◆ **Exercise goal**
Retype all of the records shown beneath this task, exactly as they stand.

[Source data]
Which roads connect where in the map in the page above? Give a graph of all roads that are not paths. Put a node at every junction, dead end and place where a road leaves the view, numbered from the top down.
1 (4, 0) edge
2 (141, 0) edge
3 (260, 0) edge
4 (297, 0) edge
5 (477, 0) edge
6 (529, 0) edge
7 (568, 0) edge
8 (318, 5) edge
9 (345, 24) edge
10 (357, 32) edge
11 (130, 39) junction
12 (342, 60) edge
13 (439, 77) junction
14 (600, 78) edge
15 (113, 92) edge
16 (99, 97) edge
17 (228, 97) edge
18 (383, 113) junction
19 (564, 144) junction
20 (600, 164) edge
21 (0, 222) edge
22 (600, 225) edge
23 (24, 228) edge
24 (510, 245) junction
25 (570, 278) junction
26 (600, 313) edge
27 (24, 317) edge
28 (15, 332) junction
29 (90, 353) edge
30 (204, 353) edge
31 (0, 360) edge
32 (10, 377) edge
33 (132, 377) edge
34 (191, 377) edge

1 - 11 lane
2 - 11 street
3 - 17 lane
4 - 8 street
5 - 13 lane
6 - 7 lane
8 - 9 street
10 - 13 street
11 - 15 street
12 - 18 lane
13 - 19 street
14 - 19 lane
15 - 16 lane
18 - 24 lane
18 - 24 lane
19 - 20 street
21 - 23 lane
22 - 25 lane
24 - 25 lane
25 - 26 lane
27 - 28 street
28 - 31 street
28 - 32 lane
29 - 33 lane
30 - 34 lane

◆ **Solution to this task**
Which roads connect where in the map in the page above? Give a graph of all roads that are not paths. Put a node at every junction, dead end and place where a road leaves the view, numbered from the top down.
1 (4, 0) edge
2 (141, 0) edge
3 (260, 0) edge
4 (297, 0) edge
5 (477, 0) edge
6 (529, 0) edge
7 (568, 0) edge
8 (318, 5) edge
9 (345, 24) edge
10 (357, 32) edge
11 (130, 39) junction
12 (342, 60) edge
13 (439, 77) junction
14 (600, 78) edge
15 (113, 92) edge
16 (99, 97) edge
17 (228, 97) edge
18 (383, 113) junction
19 (564, 144) junction
20 (600, 164) edge
21 (0, 222) edge
22 (600, 225) edge
23 (24, 228) edge
24 (510, 245) junction
25 (570, 278) junction
26 (600, 313) edge
27 (24, 317) edge
28 (15, 332) junction
29 (90, 353) edge
30 (204, 353) edge
31 (0, 360) edge
32 (10, 377) edge
33 (132, 377) edge
34 (191, 377) edge

1 - 11 lane
2 - 11 street
3 - 17 lane
4 - 8 street
5 - 13 lane
6 - 7 lane
8 - 9 street
10 - 13 street
11 - 15 street
12 - 18 lane
13 - 19 street
14 - 19 lane
15 - 16 lane
18 - 24 lane
18 - 24 lane
19 - 20 street
21 - 23 lane
22 - 25 lane
24 - 25 lane
25 - 26 lane
27 - 28 street
28 - 31 street
28 - 32 lane
29 - 33 lane
30 - 34 lane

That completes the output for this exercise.